__Assignment__. The reply has to be a number alone, equal to how many lines in the entries below hold the string "bottom".

Dataset records:
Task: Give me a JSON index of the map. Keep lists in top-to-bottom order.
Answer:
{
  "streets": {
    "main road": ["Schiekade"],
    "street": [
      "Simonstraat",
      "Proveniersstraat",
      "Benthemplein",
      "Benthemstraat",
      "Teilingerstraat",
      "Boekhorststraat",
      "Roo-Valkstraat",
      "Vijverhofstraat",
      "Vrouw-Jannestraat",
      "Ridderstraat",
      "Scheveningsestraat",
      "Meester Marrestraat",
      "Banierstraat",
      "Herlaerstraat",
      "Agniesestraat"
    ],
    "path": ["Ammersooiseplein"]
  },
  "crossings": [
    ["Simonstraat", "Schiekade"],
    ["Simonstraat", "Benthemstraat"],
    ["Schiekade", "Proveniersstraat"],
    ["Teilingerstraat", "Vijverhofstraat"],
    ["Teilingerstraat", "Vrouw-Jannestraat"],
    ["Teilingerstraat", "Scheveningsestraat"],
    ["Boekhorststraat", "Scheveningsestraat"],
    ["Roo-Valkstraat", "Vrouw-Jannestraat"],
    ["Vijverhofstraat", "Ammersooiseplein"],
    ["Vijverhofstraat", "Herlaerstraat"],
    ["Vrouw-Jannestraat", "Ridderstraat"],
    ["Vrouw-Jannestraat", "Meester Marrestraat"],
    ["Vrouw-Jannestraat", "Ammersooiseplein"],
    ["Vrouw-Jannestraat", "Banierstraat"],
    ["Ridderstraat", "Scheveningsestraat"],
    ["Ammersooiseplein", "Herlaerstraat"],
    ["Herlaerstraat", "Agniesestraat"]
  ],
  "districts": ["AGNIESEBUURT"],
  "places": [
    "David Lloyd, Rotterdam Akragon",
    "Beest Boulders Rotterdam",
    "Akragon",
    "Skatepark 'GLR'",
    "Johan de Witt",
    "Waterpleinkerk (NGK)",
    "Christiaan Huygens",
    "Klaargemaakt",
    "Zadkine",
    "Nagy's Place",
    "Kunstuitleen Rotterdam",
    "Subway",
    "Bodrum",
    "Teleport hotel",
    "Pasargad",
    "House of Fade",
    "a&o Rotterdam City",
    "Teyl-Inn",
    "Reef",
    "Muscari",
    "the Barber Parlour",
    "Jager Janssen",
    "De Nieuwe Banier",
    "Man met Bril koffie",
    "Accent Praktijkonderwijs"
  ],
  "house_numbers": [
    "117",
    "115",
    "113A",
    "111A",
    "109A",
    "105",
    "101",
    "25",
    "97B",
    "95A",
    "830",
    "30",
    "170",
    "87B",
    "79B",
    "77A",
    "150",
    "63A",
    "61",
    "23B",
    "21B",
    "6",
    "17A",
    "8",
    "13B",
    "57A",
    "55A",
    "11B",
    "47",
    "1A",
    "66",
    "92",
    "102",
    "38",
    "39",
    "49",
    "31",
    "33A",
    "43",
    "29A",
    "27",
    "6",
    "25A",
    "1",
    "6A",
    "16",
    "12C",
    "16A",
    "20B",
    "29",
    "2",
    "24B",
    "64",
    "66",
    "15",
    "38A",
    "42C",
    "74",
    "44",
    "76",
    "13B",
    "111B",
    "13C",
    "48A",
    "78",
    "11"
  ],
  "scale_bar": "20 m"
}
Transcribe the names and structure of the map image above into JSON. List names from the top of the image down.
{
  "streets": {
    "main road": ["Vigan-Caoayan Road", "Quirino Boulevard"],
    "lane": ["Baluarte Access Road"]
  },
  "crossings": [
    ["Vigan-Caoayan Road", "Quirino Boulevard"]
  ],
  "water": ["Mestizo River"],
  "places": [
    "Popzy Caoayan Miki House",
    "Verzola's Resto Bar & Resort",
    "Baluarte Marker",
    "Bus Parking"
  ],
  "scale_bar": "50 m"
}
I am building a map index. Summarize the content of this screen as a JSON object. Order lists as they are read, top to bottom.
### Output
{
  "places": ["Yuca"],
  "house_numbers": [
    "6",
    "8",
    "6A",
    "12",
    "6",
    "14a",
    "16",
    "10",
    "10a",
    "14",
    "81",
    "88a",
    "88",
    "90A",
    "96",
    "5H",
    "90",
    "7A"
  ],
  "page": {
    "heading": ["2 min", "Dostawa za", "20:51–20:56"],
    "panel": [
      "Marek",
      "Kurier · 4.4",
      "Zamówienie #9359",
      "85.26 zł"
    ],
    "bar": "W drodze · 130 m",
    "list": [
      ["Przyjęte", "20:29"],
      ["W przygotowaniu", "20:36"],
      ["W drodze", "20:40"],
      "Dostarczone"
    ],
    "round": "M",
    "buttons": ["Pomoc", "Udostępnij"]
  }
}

__Solution to the problem__. 2